__ACTIVITY__.
How many lines in the records below contain the word "Please"? Answer with the number and nothing else.

- Opening Delimiter -

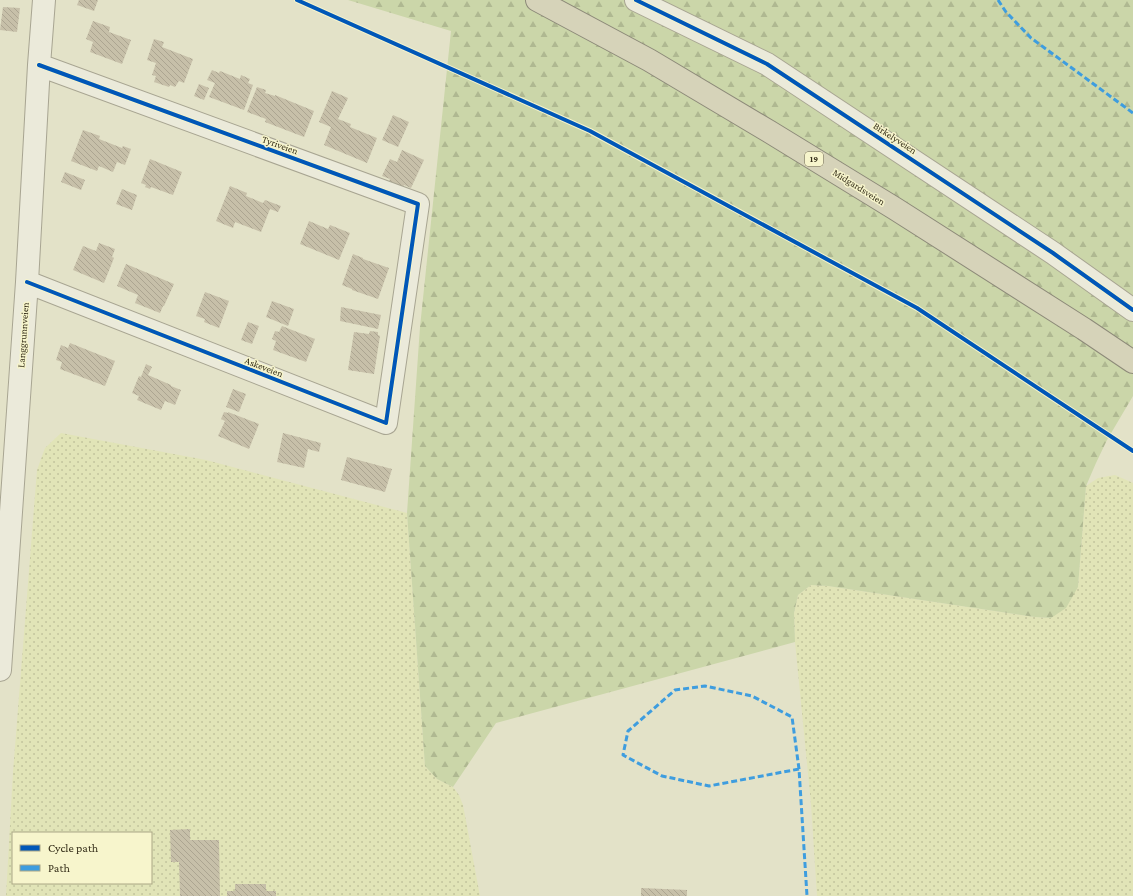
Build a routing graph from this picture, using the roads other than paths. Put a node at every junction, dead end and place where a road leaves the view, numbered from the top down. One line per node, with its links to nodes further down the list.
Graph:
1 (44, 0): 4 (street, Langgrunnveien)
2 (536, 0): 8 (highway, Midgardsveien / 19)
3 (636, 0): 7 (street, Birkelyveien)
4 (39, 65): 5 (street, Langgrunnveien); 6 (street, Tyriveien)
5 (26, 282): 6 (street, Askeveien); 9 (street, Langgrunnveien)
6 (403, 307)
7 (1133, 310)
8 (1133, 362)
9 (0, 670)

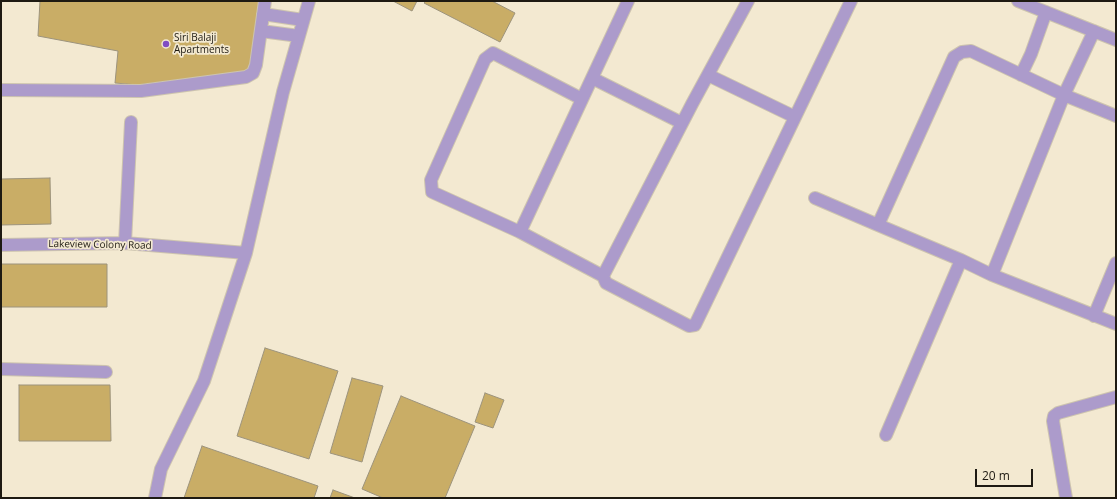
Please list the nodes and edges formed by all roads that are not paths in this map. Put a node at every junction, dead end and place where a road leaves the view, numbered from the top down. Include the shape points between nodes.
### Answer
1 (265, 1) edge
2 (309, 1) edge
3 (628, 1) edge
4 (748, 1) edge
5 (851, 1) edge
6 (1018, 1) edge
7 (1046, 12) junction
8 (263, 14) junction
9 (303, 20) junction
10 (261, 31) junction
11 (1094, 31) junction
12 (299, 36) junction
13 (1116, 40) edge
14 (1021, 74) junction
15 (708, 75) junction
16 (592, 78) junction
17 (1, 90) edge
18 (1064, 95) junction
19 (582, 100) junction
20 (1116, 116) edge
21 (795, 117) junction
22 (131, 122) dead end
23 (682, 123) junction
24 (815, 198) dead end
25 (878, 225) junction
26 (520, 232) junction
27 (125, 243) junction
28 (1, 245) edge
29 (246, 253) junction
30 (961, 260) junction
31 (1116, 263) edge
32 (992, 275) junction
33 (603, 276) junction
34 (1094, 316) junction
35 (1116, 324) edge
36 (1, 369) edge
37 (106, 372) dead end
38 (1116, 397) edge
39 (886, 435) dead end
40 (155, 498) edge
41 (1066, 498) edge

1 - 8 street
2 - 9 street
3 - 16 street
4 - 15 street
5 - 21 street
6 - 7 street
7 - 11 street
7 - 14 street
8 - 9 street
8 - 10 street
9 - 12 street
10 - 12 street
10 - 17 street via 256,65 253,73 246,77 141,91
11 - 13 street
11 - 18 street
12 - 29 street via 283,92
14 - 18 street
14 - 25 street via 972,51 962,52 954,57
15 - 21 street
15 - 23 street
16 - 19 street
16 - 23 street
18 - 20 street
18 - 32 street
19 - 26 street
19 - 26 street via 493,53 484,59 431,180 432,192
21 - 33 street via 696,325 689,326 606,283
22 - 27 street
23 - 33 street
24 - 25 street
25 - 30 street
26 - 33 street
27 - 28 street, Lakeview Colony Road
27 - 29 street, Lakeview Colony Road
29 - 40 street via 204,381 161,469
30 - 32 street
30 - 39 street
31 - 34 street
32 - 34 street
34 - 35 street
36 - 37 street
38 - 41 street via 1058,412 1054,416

- Closing Delimiter -
- Opening Delimiter -

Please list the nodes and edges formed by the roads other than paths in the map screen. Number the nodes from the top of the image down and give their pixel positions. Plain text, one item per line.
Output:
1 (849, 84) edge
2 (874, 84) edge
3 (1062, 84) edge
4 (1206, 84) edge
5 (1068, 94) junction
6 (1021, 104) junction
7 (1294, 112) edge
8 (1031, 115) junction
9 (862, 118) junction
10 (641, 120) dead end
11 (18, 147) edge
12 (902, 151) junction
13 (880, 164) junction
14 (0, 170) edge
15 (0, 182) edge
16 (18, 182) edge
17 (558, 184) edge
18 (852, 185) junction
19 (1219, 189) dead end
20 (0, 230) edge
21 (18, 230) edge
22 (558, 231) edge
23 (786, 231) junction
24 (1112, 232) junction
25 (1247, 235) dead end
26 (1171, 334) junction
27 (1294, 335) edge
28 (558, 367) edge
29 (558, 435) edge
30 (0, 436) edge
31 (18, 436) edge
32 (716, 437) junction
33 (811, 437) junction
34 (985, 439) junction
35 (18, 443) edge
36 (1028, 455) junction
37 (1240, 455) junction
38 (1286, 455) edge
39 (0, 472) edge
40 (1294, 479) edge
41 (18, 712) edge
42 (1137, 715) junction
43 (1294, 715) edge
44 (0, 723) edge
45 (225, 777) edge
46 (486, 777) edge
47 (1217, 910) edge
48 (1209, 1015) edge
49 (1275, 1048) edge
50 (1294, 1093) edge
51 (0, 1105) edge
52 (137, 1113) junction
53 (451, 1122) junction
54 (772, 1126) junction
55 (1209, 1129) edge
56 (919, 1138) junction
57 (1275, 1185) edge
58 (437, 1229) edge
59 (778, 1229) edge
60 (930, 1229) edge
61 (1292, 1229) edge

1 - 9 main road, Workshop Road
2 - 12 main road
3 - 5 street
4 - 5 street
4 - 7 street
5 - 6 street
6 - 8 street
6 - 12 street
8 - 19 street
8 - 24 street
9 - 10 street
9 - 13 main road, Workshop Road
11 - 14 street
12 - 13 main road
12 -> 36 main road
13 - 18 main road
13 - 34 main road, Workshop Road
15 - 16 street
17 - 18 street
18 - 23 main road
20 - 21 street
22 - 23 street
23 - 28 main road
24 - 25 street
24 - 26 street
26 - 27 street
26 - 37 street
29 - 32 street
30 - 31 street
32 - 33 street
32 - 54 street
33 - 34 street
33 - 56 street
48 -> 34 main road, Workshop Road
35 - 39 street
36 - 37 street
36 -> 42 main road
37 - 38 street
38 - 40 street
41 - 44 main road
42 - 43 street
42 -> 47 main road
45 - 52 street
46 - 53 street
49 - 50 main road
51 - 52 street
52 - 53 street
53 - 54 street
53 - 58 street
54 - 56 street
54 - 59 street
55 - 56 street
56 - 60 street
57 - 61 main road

- Closing Delimiter -

__RESULT OF THIS TASK__.
2